June 8, 2010

Making Marriage Work - A Recommended Book


Speaking of marital therapy, one book I really, really like to recommend for couples, one that has helped many that I've worked with, probably more than any other (in my experience), one that both partners seem to easily buy into (very important), is The Seven Principles for Making Marriage Work by John Gottman, PhD.

This couples self-help book is fairly easy to understand, fairly straight forward. Gottman uses very common, everyday speak. It's largely research / outcome /evidence based advice, which means he bases his suggestions on findings in a lab, instead of touchy-feely, abstract, unituitive, flowery language that leaves readers feeling good and hopeful but without any explicit tools to apply to their relationship, and thus, no true or lasting impact.

Gottman's Seven Principles deals quite a bit with anger and how a high degree of anger can negatively impact a marriage, whether the anger is externalized - yelling, blaming, name-calling, stomping, hitting, having an affair; or internalized - stewing, turning away, shutting oneself off, silent treatment, self blame, martyrdom.


The portion in the book I refer to most often is the section Gottman refers to as the "Four Horsemen of the Apocalypse" -- four communication patterns to eliminate from your relationship:

1. Criticism - or as one psychologist described them, ad hominem personal attacks. Rather than make a complaint about a specific behavior, followed by a request for positive change, habitual criticisms and verbal attacks are toxic in a marriage or partnership.

2. Contempt - I like to describe this as saying one thing with your words but saying something entirely different, and critical or derogatory, with your voice tone and/or body language. Some researchers believe that 90% of communication is non-verbal. So ugly, harsh voice tone tends to be the loudest of all. Gottman's research has also suggested that men, in particular, are highly sensitive to women's voice tone. Maybe the condescending or critical female tone reminds them of being scolded by dear-old-Mom, the powerlessness associated with those unpleasant memories. I don't know. But it bears reminding that a shrill tone of voice is a huge turnoff.

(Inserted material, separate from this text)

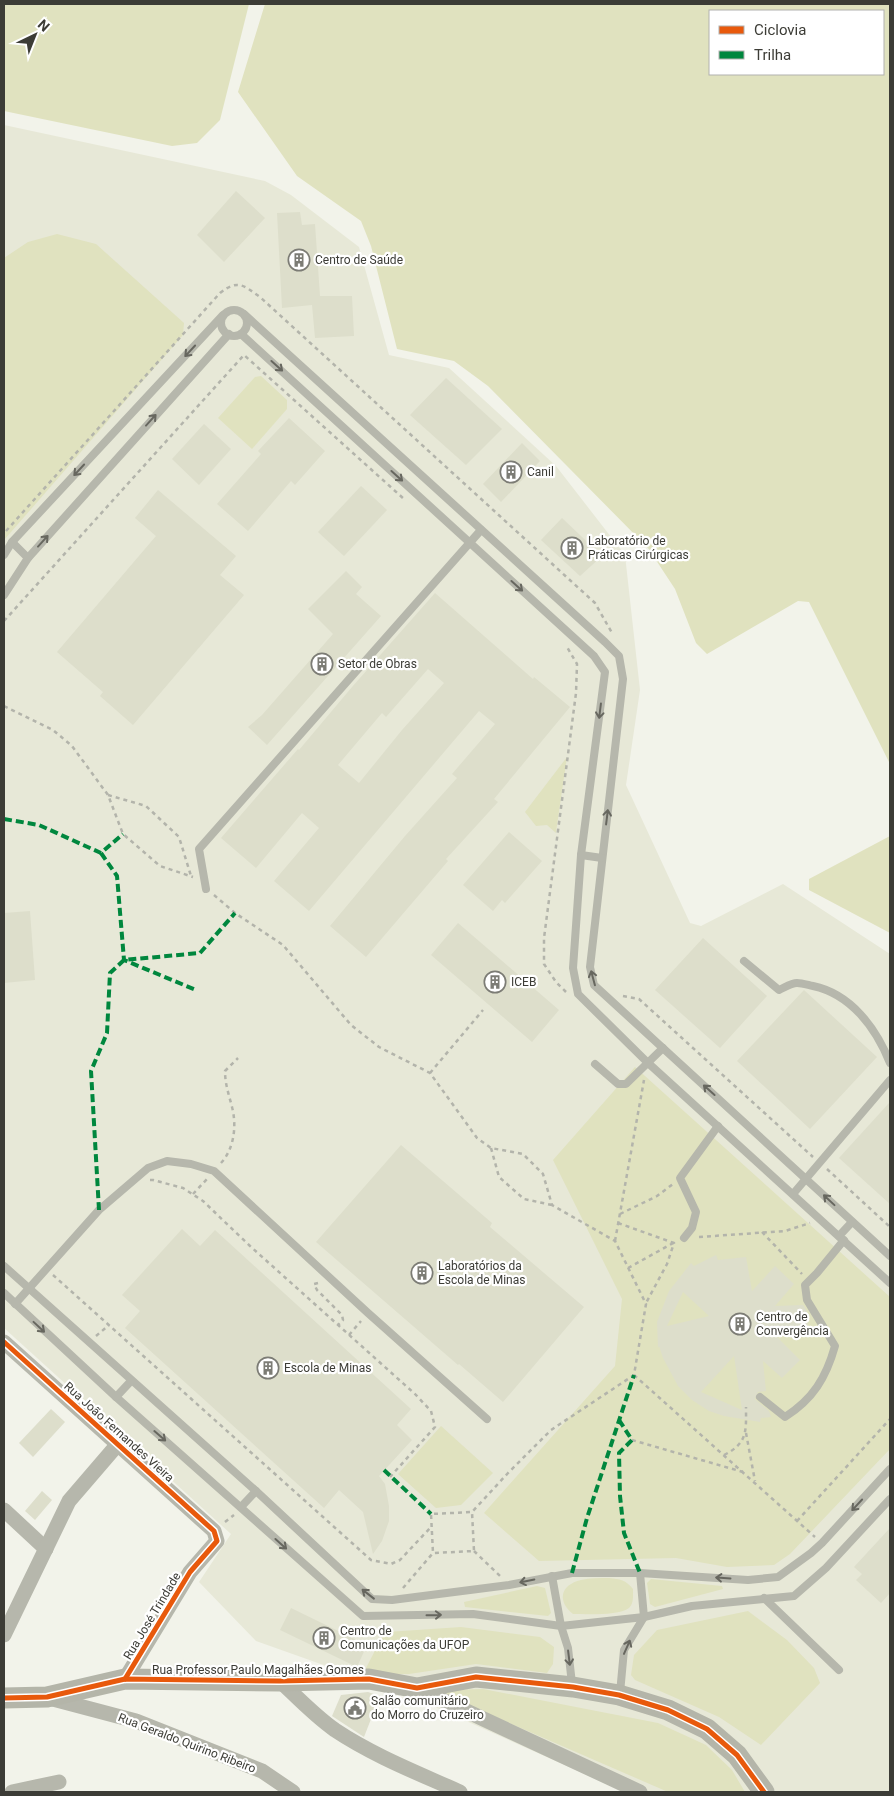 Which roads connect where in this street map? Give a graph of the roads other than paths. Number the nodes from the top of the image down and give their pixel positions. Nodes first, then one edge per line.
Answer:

3. Defensiveness - When faced with a partner's complaint, taking a super defensive posture can be a fast track to getting nowhere. So often in an arguement we see the pattern of complaint, followed by the partner's defensiveness, followed by the same partner's cross complaint.

example:

Partner 1: You don't help enough around the house.

Partner 2: Me? I do plenty around this house! What about you? You never make the bed in the morning and you're always leaving a mess on the bathroom counter!

Defensiveness followed by cross complaint followed by defensiveness followed by cross complaint. It can be an endless, vicious cycle. No one is listening. No one is taking responsibility. No one is offering to make changes.

4. Stonewalling - Shutting down communication is the cornerstone of stonewalling. Refusing to talk, basically. And it isn't only verbal. Meeting a spouse's complaints with a blank stare or a hostile glare or other forms of aggressive body language (arms crossed, jaw jutted out), walking out, otherwise known as storming out, slamming doors, staying gone, pouting, sullen expression, avoiding the spouse who dared to voice displeasure.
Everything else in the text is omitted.